TASK GOAL — Give back each line of the material that contains the word "Boczna".

◇ ◇ ◇ ◇

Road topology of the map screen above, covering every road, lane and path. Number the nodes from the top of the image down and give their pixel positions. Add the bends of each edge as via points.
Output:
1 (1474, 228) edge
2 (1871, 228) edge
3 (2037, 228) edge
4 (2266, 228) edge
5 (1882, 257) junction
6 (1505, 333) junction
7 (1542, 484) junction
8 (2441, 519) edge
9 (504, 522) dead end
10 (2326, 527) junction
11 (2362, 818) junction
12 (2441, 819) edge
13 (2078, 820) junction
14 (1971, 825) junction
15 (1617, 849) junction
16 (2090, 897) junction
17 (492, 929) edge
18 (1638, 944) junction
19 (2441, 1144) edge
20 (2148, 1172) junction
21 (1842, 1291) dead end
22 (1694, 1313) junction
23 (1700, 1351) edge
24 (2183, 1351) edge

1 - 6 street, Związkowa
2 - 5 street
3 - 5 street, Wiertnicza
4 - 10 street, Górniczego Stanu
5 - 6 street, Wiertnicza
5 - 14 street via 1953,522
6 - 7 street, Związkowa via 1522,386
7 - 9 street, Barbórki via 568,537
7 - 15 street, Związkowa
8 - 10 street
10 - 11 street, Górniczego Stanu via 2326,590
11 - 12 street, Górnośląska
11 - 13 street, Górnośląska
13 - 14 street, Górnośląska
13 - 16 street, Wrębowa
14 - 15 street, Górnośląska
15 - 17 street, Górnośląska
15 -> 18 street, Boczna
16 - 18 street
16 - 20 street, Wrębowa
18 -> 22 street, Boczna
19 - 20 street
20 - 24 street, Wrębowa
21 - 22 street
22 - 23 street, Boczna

◇ ◇ ◇ ◇

ANSWER SECTION —
15 -> 18 street, Boczna
18 -> 22 street, Boczna
22 - 23 street, Boczna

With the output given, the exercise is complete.